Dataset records
--- START ---

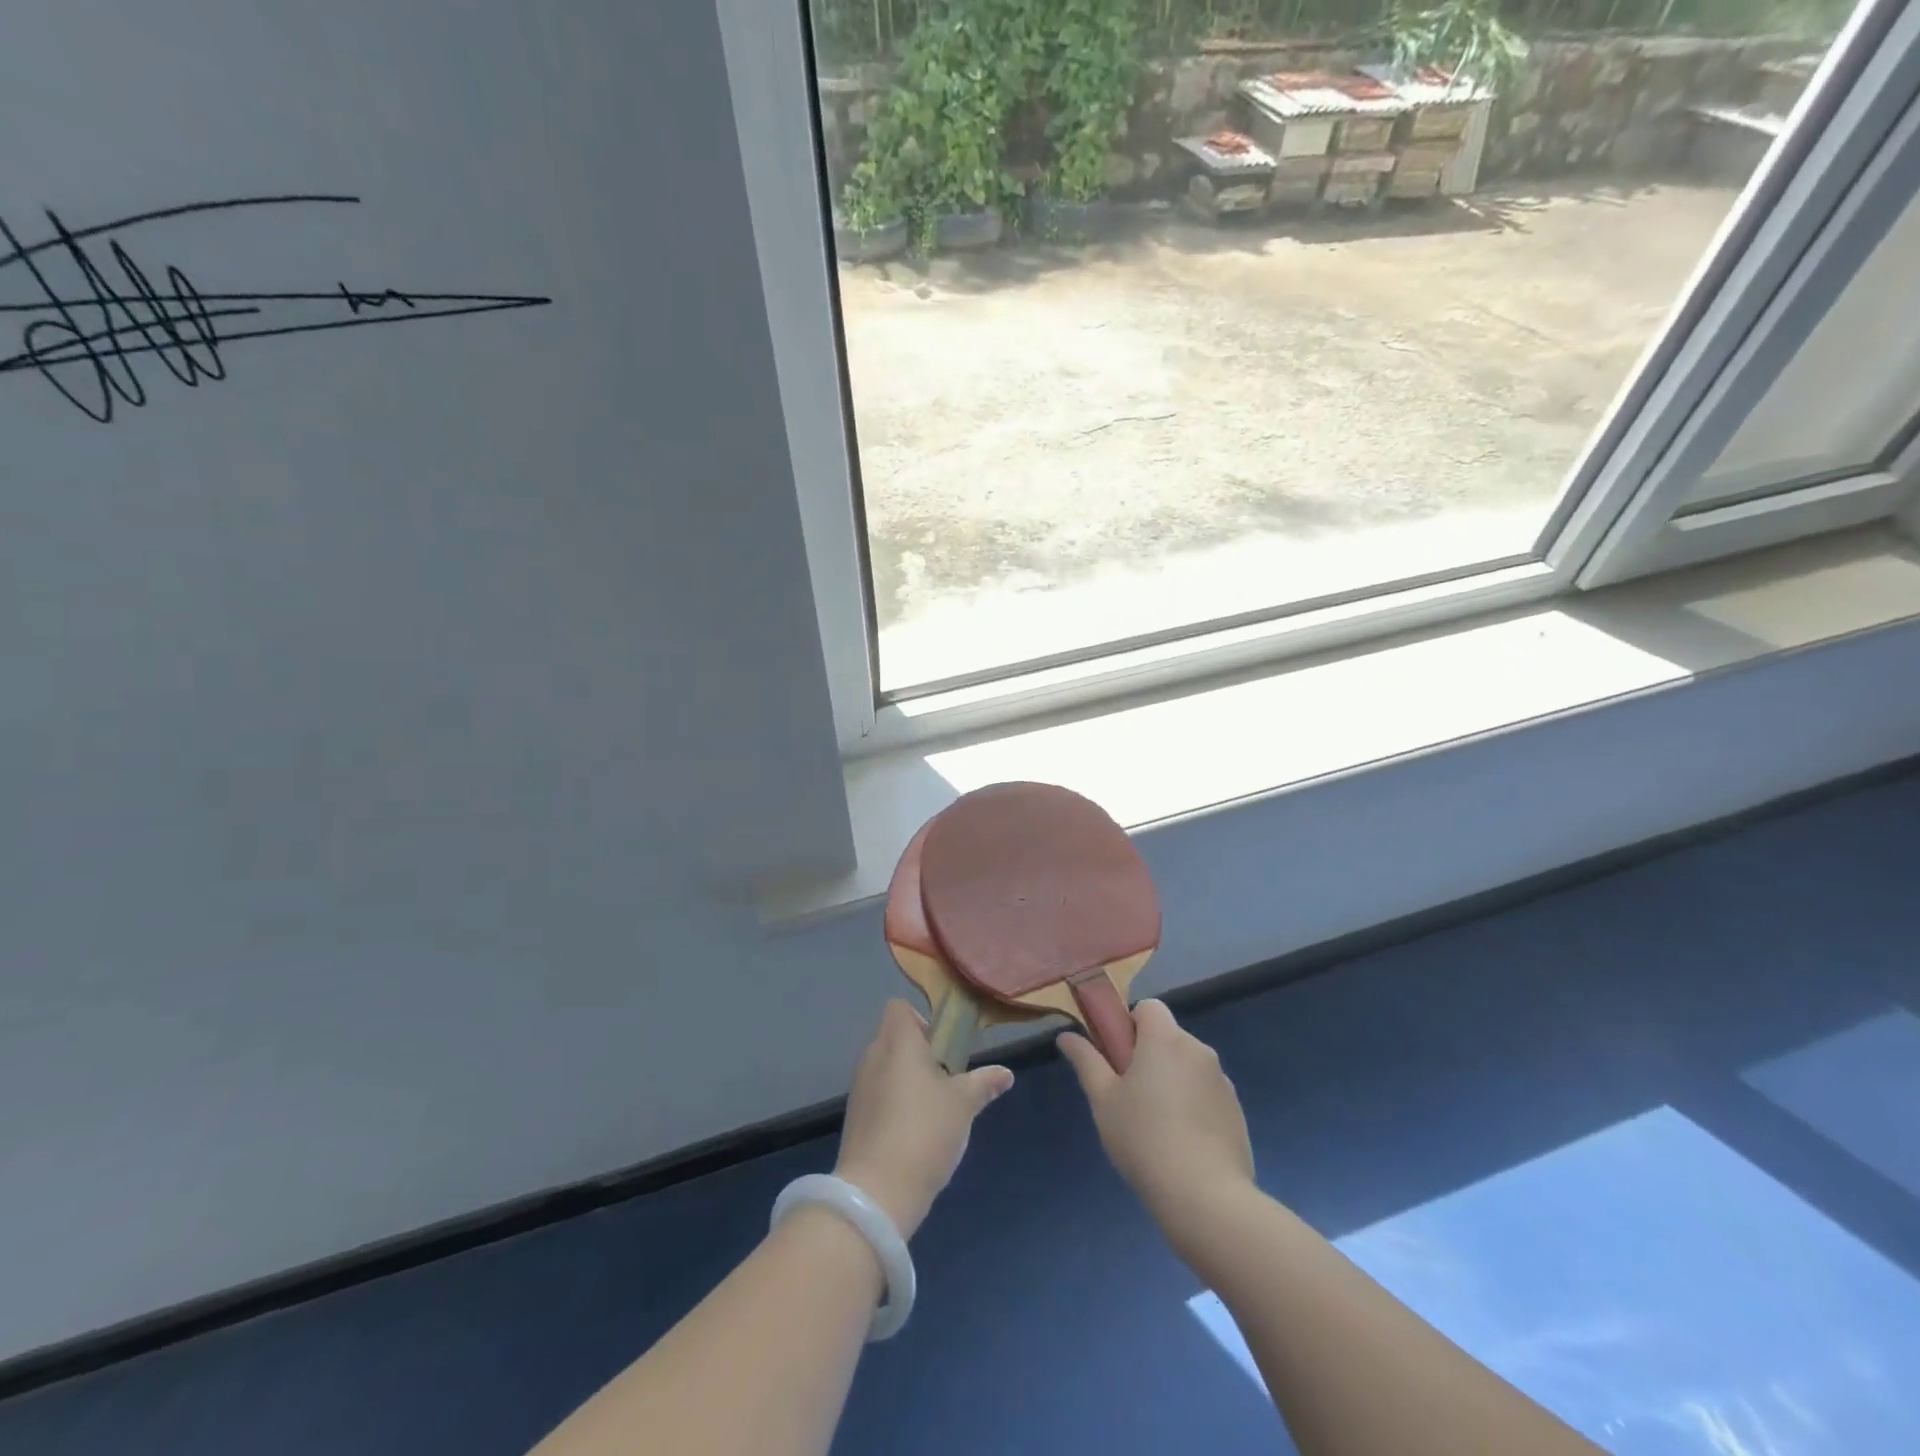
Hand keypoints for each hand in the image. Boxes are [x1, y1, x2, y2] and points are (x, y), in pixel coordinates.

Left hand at [835, 1000, 1013, 1238]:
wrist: (877, 1192)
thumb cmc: (925, 1131)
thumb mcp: (963, 1104)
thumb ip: (983, 1083)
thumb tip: (1006, 1074)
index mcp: (898, 1042)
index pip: (899, 1008)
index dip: (920, 1019)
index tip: (942, 1045)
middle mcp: (873, 1056)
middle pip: (894, 1038)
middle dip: (919, 1052)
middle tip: (946, 1078)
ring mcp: (860, 1088)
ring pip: (885, 1068)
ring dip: (907, 1080)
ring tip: (934, 1109)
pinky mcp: (855, 1117)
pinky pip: (877, 1096)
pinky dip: (894, 1104)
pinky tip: (915, 1133)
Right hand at [1058, 999, 1253, 1236]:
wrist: (1205, 1197)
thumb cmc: (1143, 1138)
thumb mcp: (1103, 1100)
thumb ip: (1086, 1061)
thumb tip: (1066, 1035)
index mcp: (1165, 1039)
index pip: (1149, 1008)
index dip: (1130, 1026)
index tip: (1119, 1059)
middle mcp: (1198, 1049)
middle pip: (1168, 1037)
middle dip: (1150, 1056)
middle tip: (1130, 1097)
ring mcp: (1222, 1081)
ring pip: (1188, 1067)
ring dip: (1172, 1081)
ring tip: (1156, 1127)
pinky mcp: (1237, 1112)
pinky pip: (1207, 1094)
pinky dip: (1194, 1106)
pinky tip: (1183, 1144)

--- END ---

*TASK*: Repeat all the records exactly, images excluded.

*SOLUTION*:
Hand keypoints for each hand in the image. Boxes are [x1, y1, x2, y2] and points are (x, y), in pixel coordinates.

Left hand at [835, 1000, 1013, 1238]:
wrist: (877, 1192)
thumb cmc: (925, 1131)
thumb mcp: (963, 1104)
thumb ip: (983, 1083)
thumb tip: (1006, 1074)
index mcp: (898, 1042)
index pip: (899, 1008)
index dip: (920, 1019)
index tip: (942, 1045)
middle mcp: (873, 1056)
middle pip: (894, 1038)
middle dip: (919, 1052)
middle tip: (946, 1078)
ring mcp: (860, 1088)
ring pip: (885, 1068)
ring dip: (907, 1080)
ring tip: (934, 1109)
pinky mcp: (855, 1117)
pinky pip: (877, 1096)
pinky dip: (894, 1104)
pinky tip: (915, 1133)
Right hand at [1058, 999, 1253, 1236]:
wrist: (1205, 1197)
thumb cmc: (1143, 1138)
thumb mcp: (1103, 1100)
thumb ip: (1086, 1061)
thumb tip: (1066, 1035)
index mcp: (1165, 1039)
index pip: (1149, 1008)
index dip: (1130, 1026)
index tip: (1119, 1059)
middle mcp: (1198, 1049)
middle pip: (1168, 1037)
middle dip: (1150, 1056)
middle tip: (1130, 1097)
ring mcp: (1222, 1081)
ring pip: (1188, 1067)
ring dip: (1172, 1081)
ring tip: (1156, 1127)
pinky mcp: (1237, 1112)
pinky pip: (1207, 1094)
pinky dip: (1194, 1106)
pinky tip: (1183, 1144)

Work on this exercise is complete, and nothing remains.